I glance over at my driver to see him concentrated on the road and I take this opportunity to admire him.

He truly looks so handsome with his black hair and natural pale skin matched with green eyes, his long lashes and high cheekbones, I think I even see light freckles.

"You can stop staring now" Mathew tells gruffly

"sorry" embarrassed that I got caught staring, I turn towards my window. Lately I've been not having good sleep at night so I've been tired during the day. I lay my head on the window and the last thing I hear before I drift off is the sound of the radio being turned on.
   
    ***

"Hey, wake up we're at your house"

Wondering who's deep melodical voice that was, I crack my eyes to see mathew at my side. I open my eyes fully, realizing where we are

"Sorry, I fell asleep" I shake my head slightly, I need to stop apologizing to him everytime we talk.

"Yeah, I could tell you drooled all over my car door" he starts walking towards my house

I glance at the door I supposedly drooled over and see nothing, I look up towards Mathew and see him shoot me a smirk, I scowl at his back.

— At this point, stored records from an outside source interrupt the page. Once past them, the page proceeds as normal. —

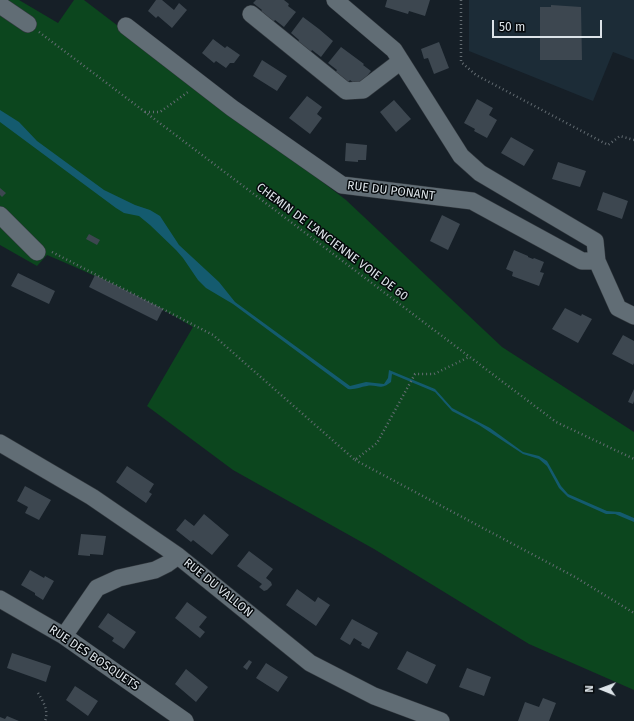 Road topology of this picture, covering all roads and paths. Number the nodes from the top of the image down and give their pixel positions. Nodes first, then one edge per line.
1 (335, 0) edge
2 (461, 0) edge
3 (0, 5) edge
4 (251, 14) dead end
5 (28, 24) joint
6 (126, 26) dead end
7 (401, 61) junction
8 (189, 91) dead end
9 (145, 112) junction
10 (634, 140) edge
11 (0, 216) edge
12 (37, 252) joint
13 (597, 261) junction
14 (634, 316) edge
15 (469, 357) junction
16 (0, 443) edge
17 (634, 459) edge
18 (355, 460) junction
19 (178, 556) junction
20 (0, 599) edge
21 (634, 613) edge
22 (64, 636) junction
23 (38, 693) dead end
24 (45, 721) edge
25 (184, 721) edge
26 (441, 721) edge

1 - 7 street
2 - 10 path
3 - 5 street
4 - 7 street
5 - 9 path, CHEMIN DE L'ANCIENNE VOIE DE 60
6 - 13 street, RUE DU PONANT
7 - 13 street
8 - 9 path
9 - 15 path, CHEMIN DE L'ANCIENNE VOIE DE 60
11 - 12 street
12 - 18 path
13 - 14 street
15 - 17 path, CHEMIN DE L'ANCIENNE VOIE DE 60
15 - 18 path
16 - 19 street, RUE DU VALLON
18 - 21 path
19 - 22 street
19 - 26 street, RUE DU VALLON
20 - 22 street, RUE DES BOSQUETS
22 - 25 street, RUE DES BOSQUETS
23 - 24 path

I jog over trying catch up to his long strides that were nearing closer to my house.

I notice him marveling at my house as we walk up to it side by side.

He stops at the door, waiting for me to open the it. I get my keys out of my bag I got at a vintage store.

"So, what about my car?"

"I will have one of my friends to look at it and bring it over when its fixed" he answer

"Alright, well thanks for the ride" I'm curious to what friend and wonder if they go to school with us or someone else but i don't ask. I insert the key into the door and open it. I walk in and turn to Mathew who is still standing outside

"Uhh.. before I go I just wanted to know if your alright, about the whole ty situation" he ask a bit worriedly

I almost feel giddy at the thought of him worrying about me but I don't think long about it. He is just a somewhat friend, it's only natural to be worrying about me.

"Yeah, I'm fine. I just hope nothing terrible comes out of this" I didn't really process what I said. I'm so caught up in his eyes, I can't look away. I feel so warm and safe. I haven't felt like that in so long, years even and that frightens me.

It felt like we were staring at each other for an eternity before he glanced away, i blow out air that I didn't realize I was holding.

"If you need anything call me" I feel a blush creeping in but I push it down not wanting him to get the wrong idea plus I don't blush, so no need to start now

"I'll see you at school Vic" his words make my heart beat faster. The way my nickname rolled off of his tongue was amazing. he turns away to walk back to his car. Before he gets in he gives me a quick glance then he leaves.

I watch his car roll off before I close the door. I walk to my living room, plop down on the couch with a grunt. I don't bother with turning the tv on knowing I'm going to be busy thinking of Mathew. I don't know why I feel the way I do when Im near him but I need to get it under control. The staring into each other eyes for so long thing is unrealistic. I can't be acting like this. I don't know why I'm acting like this. But it needs to stop. I don't need more stress, I already have enough.

I sigh deeply

He was gorgeous, had friends, yet I get a feeling he isn't happy, and I can't help but wonder why. I get up off of the couch and head off to my bed.

Once I get under my covers I succumb into a deep sleep.